Now, at every iteration $t$, we observe the reward $R^{(t)}$ and try to make our belief close to the truth by doing a Bayesian computation. Assuming $p$ is the probability of getting a heads,
$$ \begin{align*} \mathbb{P}(R|D) &\propto \mathbb{P}(D|R) \cdot \mathbb{P}(R) \\ \mathbb{P}_h^{(t+1)}&\propto \mbox{likelihood}\cdot\mbox{prior} \\ &\propto p^{R^{(t)}}(1-p)^{R^{(t)}} \cdot \mathbb{P}_h^{(t)} \\ &\propto p^{R^{(t)}}(1-p)^{R^{(t)}} \cdot \beta(x_t, y_t) \\ &\propto p^{R^{(t)}}(1-p)^{R^{(t)}} \cdot p^{x_t-1}(1-p)^{y_t-1} \\ &\propto p^{x_t+R^{(t)}-1}(1-p)^{y_t+R^{(t)}-1} \\ &\propto \beta(x_t+R^{(t)}, y_t+R^{(t)}) \end{align*} $$
This means that with successive sampling, our belief can become better at approximating the truth.
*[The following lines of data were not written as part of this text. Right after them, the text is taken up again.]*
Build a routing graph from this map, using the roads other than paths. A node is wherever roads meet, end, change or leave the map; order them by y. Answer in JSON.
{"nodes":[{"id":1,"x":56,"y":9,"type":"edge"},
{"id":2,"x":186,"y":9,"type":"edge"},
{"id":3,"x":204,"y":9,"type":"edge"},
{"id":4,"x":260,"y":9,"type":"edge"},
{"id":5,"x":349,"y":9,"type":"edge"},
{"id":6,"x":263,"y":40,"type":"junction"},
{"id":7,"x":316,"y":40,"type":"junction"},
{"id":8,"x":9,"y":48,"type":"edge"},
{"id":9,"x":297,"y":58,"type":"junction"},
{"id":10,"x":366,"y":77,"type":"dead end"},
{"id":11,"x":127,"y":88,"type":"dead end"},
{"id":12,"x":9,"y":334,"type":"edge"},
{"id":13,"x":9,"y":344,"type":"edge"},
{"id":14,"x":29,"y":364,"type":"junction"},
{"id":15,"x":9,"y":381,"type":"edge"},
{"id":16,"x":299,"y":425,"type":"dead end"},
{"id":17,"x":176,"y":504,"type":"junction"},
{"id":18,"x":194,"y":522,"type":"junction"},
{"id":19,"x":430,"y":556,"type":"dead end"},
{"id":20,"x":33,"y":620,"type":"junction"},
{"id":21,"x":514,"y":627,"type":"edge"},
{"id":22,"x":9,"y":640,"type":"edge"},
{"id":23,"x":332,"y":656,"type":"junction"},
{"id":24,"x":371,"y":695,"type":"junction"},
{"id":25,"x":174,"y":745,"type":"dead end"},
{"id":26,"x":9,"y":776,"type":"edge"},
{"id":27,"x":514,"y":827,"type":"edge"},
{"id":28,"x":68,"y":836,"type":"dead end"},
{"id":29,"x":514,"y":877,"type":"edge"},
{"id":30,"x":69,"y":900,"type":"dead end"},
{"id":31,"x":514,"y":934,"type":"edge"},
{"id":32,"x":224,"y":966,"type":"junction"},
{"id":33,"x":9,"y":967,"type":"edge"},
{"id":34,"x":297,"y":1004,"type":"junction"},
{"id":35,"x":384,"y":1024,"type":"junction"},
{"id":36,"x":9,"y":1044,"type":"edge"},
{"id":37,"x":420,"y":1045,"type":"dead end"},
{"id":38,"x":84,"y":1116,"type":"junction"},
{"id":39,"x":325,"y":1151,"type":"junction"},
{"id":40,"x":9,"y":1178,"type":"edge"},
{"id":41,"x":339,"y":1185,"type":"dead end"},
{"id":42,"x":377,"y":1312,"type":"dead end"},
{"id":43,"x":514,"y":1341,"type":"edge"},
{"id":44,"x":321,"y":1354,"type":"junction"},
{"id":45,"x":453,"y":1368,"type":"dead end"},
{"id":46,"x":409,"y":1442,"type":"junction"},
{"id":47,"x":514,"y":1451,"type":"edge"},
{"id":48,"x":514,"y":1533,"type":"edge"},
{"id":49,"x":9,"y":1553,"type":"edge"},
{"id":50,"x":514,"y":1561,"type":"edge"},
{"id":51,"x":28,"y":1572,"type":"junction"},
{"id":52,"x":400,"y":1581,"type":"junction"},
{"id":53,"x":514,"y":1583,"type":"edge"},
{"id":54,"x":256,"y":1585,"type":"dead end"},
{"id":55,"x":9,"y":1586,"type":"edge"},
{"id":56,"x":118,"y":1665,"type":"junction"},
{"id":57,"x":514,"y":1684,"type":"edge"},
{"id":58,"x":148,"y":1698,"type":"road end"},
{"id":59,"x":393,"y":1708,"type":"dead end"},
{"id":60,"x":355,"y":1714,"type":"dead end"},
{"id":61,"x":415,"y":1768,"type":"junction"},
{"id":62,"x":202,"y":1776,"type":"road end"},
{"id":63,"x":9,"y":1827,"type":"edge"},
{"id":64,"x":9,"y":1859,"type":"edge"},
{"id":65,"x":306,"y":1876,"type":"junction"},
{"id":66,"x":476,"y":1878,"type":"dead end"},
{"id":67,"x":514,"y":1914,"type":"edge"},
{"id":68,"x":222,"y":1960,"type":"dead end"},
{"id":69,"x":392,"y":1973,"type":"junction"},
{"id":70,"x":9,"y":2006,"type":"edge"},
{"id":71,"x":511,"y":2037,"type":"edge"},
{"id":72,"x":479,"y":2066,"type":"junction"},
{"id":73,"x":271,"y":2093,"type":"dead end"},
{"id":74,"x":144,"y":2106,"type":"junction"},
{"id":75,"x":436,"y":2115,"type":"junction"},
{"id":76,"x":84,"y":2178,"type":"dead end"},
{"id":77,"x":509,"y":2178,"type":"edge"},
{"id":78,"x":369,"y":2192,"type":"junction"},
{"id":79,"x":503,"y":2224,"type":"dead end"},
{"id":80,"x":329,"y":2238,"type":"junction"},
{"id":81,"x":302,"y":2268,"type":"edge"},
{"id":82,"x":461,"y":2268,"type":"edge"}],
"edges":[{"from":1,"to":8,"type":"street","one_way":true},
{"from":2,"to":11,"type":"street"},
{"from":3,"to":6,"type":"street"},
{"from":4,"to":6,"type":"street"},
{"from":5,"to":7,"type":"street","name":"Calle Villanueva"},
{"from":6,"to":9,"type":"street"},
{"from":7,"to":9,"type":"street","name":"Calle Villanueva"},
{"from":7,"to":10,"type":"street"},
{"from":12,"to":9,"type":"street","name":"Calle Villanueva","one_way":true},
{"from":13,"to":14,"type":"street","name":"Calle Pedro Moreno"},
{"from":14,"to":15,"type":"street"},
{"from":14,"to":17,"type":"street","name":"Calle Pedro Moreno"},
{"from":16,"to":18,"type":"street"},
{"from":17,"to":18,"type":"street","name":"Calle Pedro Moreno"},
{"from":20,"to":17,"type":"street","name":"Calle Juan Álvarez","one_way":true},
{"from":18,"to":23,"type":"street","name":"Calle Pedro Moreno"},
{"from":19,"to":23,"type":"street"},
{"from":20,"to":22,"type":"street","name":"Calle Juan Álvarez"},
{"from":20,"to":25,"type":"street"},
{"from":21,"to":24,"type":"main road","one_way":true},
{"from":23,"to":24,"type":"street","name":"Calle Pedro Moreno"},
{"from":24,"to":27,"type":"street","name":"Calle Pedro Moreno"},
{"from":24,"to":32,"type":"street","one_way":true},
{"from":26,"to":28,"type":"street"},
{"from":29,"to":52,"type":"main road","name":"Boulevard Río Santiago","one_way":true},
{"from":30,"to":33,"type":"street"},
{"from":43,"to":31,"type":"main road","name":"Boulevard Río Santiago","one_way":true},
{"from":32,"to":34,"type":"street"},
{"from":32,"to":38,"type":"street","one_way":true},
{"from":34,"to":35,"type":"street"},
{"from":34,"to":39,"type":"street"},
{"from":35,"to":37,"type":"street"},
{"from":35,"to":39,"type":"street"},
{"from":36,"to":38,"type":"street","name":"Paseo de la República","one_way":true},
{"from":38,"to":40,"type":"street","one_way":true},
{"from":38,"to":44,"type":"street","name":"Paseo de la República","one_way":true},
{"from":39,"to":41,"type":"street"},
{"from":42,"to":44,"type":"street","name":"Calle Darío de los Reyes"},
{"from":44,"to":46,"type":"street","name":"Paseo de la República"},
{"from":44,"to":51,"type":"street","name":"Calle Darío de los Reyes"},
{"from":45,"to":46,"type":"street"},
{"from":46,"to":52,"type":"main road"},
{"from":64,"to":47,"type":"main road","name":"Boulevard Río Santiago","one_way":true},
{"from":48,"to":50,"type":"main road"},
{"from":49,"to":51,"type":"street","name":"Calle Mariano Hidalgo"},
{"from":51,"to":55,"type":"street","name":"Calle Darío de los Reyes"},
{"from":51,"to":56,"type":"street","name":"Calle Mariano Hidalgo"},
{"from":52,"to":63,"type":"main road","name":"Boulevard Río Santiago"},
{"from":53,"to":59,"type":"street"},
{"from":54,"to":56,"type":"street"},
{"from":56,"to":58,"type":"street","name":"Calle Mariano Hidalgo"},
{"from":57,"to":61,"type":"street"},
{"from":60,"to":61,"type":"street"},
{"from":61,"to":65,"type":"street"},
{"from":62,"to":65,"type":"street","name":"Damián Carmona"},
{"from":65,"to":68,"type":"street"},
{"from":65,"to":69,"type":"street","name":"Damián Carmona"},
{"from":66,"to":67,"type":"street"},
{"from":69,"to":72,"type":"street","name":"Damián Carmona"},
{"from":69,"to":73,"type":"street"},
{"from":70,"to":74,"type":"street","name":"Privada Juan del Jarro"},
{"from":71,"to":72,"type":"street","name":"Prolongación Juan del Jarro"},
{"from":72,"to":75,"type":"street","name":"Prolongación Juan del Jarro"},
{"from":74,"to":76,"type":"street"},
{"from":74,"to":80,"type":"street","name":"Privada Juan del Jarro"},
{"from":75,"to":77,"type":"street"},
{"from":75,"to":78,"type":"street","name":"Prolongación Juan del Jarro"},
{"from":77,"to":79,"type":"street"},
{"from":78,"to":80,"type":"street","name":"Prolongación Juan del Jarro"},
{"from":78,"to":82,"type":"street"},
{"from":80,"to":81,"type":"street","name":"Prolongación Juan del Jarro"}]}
There are similar update rules if we use a non Bernoulli setting, say, Gaussian. In the Gaussian case, we start with $\mathbb{P}_h^{(0)}=\mathbb{N}(0,1)$ and given that $\mathbb{P}_h^{(t)}\propto\mathbb{N}(\mu, \sigma)$ it is possible to show that the update rule looks like
$$ \mathbb{P}_h^{(t+1)} \propto \mathbb{N}\bigg(\frac{t\mu+R^{(t)}}{t+1},\frac{\sigma}{\sigma+1}\bigg) $$
How can we use this in reinforcement learning?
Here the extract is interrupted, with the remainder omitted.